The product in the numerator must loop over all words in the vocabulary. Recall that:

$$
p(x_{ij}=0 \mid y=1) = 1 - p(x_{ij}=1 \mid y=1)
$$

Also, to prevent underflow, we'll have to use this equivalence:
$$
\log(p(y=1|\vec{x})) = \log(p(y=1)) + \sum_j \log p(x_{ij}|y=1) - \log(p(\vec{x}))
$$

where

$$\log(p(x)) = \log \Big( p(\vec{x}|y=1)p(y=1) + p(\vec{x}|y=0)p(y=0) \Big)$$

and to get the final answer:
$$p(y=1|\vec{x}) = \exp \Big( \log(p(y=1|\vec{x})) \Big)$$
(using `math.log` and `math.exp`)


Below, implement `log_p_y_given_x_numerator` which computes just the numerator:

$$\log(p(y)) + \sum_j \log p(x_{ij}|y)$$

Depending on what is passed in for `p_x_given_y` and `prior`, this will compute the numerator either for $y=1$ or $y=0$.

This function is then used by `pr_pos_given_x`, which is done for you, to compute $p(y=1|x)$



In [None]:
def log_p_y_given_x_numerator(features, p_x_given_y, prior, vocabulary):
    """
    returns log(p(y)) + \sum_j \log p(x_j|y). This is the numerator in the equation
    for p(y|x) above.

    note that p_x_given_y and prior can be values for y=1 or y=0, depending on what
    is passed in. see usage in pr_pos_given_x below.
    """
    # YOUR CODE HERE
    raise NotImplementedError()

def pr_pos_given_x(features, p_x_given_pos, p_x_given_neg, prior, vocabulary):
    """
    Returns the probability p(y=1|x). This is complete and should not need to be modified.
    """
    pos_numerator = log_p_y_given_x_numerator(features, p_x_given_pos, prior, vocabulary)
    neg_numerator = log_p_y_given_x_numerator(features, p_x_given_neg, 1-prior, vocabulary)
    # there's an additional log-sum-exp trick to avoid underflow when computing p(x)
    # https://gregorygundersen.com/blog/2020/02/09/log-sum-exp/
    maxv = max((pos_numerator, neg_numerator))
    log_p_x = maxv + math.log(math.exp(pos_numerator-maxv) + math.exp(neg_numerator-maxv))
    v = pos_numerator - log_p_x
    return math.exp(v)

In [None]:
assert round(pr_pos_given_x({'great': 1, 'most': 1, 'best': 1, 'well': 1}, p_x_given_pos, p_x_given_neg, prior, vocabulary), 2) == 0.82

In [None]:
assert round(pr_pos_given_x({'bad': 1, 'worst': 1, 'terrible': 1}, p_x_given_pos, p_x_given_neg, prior, vocabulary), 3) == 0.002

Now, we need to read in the testing data, compute features, and classify.

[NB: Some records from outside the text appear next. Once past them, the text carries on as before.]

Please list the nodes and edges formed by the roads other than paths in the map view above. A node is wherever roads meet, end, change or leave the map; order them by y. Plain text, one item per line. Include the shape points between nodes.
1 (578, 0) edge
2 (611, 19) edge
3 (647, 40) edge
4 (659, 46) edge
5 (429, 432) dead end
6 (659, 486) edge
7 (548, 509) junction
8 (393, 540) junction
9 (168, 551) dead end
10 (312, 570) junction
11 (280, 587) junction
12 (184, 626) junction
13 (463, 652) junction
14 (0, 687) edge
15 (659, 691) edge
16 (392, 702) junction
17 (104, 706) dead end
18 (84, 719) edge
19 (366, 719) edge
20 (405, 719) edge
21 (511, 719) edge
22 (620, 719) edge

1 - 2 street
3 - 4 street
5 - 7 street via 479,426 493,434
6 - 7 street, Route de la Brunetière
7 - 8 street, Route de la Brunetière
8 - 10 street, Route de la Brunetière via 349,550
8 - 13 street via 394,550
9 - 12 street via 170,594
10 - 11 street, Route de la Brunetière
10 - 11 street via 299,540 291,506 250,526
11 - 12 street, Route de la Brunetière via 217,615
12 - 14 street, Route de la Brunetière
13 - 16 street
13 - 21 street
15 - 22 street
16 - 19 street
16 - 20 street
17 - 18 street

Here, we have to be very careful to process the data in the exact same way, to ensure our feature set is the same in both training and testing. This means the tokenizer is the same, and the features should be pruned to those in the vocabulary.

In [None]:
test_df = pd.read_csv('test.tsv', sep='\t')
test_df['tokens'] = [tokenize(d, strip_punct=True, ignore_case=True) for d in test_df.text]
test_df['raw_features'] = [featurize(t) for t in test_df.tokens]
test_df['features'] = [prune_features(vocabulary, f) for f in test_df.raw_features]
test_df.head(2)

Now, we can compute $p(y=1|x)$ for each training and testing instance. We'll store the result in a new column called `pr_pos`:

In [None]:
train_df['pr_pos'] = [pr_pos_given_x(f, p_x_given_pos, p_x_given_neg, prior, vocabulary)
                      for f in train_df.features]
test_df['pr_pos'] = [pr_pos_given_x(f, p_x_given_pos, p_x_given_neg, prior, vocabulary)
                     for f in test_df.features]
test_df.head(2)

Next, we'll assign the predicted label as positive if the probability is $\ge .5$.

In [None]:
train_df['predicted_label'] = ['pos' if v >= .5 else 'neg' for v in train_df.pr_pos]
test_df['predicted_label'] = ['pos' if v >= .5 else 'neg' for v in test_df.pr_pos]
test_df.head(2)

Finally, we can compute some quality metrics over the test set. We'll use [classification_report](https://scikit-learn.org/stable/modules/generated/sklearn.metrics.classification_report.html) method from the sklearn library. Please read through the documentation to understand what these metrics are.

In [None]:
print('results on training data')
print(classification_report(train_df.label, train_df.predicted_label))
print('results on testing data')
print(classification_report(test_df.label, test_df.predicted_label))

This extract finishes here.